Luxury Branding
Tactic

Luxury Products Can Be Ugly, As Long As They Grab Attention

People buy luxury products to signal their status. They don't need to be beautiful. Just distinctive.

Woman staring at someone with an ugly, yet noticeable handbag

Overview

Ironically, luxury products can be ugly.

Noticeable

Ugly products grab more attention, which helps people communicate ownership more effectively (Cesareo, Townsend, & Pavlov, 2022).

Similar effects happen with grotesque imagery (An, Lee, Kim, & Youn, 2020). That’s why luxury brands often insert unusual designs.

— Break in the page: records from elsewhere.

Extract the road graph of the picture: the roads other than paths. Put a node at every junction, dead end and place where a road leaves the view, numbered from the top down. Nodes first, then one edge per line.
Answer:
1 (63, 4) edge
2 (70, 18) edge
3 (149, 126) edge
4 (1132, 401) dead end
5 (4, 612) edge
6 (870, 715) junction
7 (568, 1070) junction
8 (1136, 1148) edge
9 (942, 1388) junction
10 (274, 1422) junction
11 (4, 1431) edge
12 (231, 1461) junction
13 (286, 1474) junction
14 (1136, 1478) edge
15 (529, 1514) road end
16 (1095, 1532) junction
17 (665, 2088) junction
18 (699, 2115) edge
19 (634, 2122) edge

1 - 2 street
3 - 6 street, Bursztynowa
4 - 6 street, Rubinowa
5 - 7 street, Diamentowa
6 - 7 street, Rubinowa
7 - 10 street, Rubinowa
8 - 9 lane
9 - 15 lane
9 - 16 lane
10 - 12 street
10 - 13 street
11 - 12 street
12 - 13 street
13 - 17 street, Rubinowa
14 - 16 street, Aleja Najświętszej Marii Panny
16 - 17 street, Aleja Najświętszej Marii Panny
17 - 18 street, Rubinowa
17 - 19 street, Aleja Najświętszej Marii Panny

Like this person on Gucci’s site:

Luxury product on website in which the model is wearing an extravagant accessory covering their face

That handbag is nearly $4,000, and it doesn’t loudly showcase the Gucci logo. Therefore, Gucci assures customers that other people will notice the handbag by showing a model wearing an extravagant accessory. You can’t help but stare at this person. You then blame a portion of this attention on the handbag: Hmm, I'm staring intensely at this person. This handbag must get a lot of attention.

Perceived Wealth

Ugly products can seem low-class. And, ironically, low-class products (e.g., ripped jeans, lobster mac and cheese) can seem higher status:

Because emulating lows is costly and risky for middles, doing so provides an alternative way for highs to distinguish themselves. (Bellezza & Berger, 2020, p. 5)

Consider this scribbled shirt for $1,350 from Balenciaga, which even boasts a “destroyed and dirty effect.”

A website selling an expensive shirt with scribbled writing on it. Adjacent writing says it has a destroyed and dirty effect

Who would spend $1k on a scribbled shirt? People who want to communicate they're wealthy enough to spend $1k on a scribbled shirt.

Though some brands go too far, like Golden Goose who received backlash for their duct tape sneakers:

Shoes with duct tape over them

People accused them of poverty appropriation (see Bowerman, 2016).

  • An, D., Lee, C., Kim, J., & Youn, N. (2020). Grotesque imagery enhances the persuasi
  • Bowerman, M. (2016, August 30). ‘Poverty appropriation’: Outrage over $600 duct-tape designer shoes. CNBC. https://www.cnbc.com/2016/08/30/poverty-appropriation-outrage-over-600-duct-tape-designer-shoes.html
  • Cesareo, L., Townsend, C., & Pavlov, E. (2022). Hideous but worth it: Distinctive ugliness as a signal of luxury. Journal of the Academy of Marketing Science, 1-22.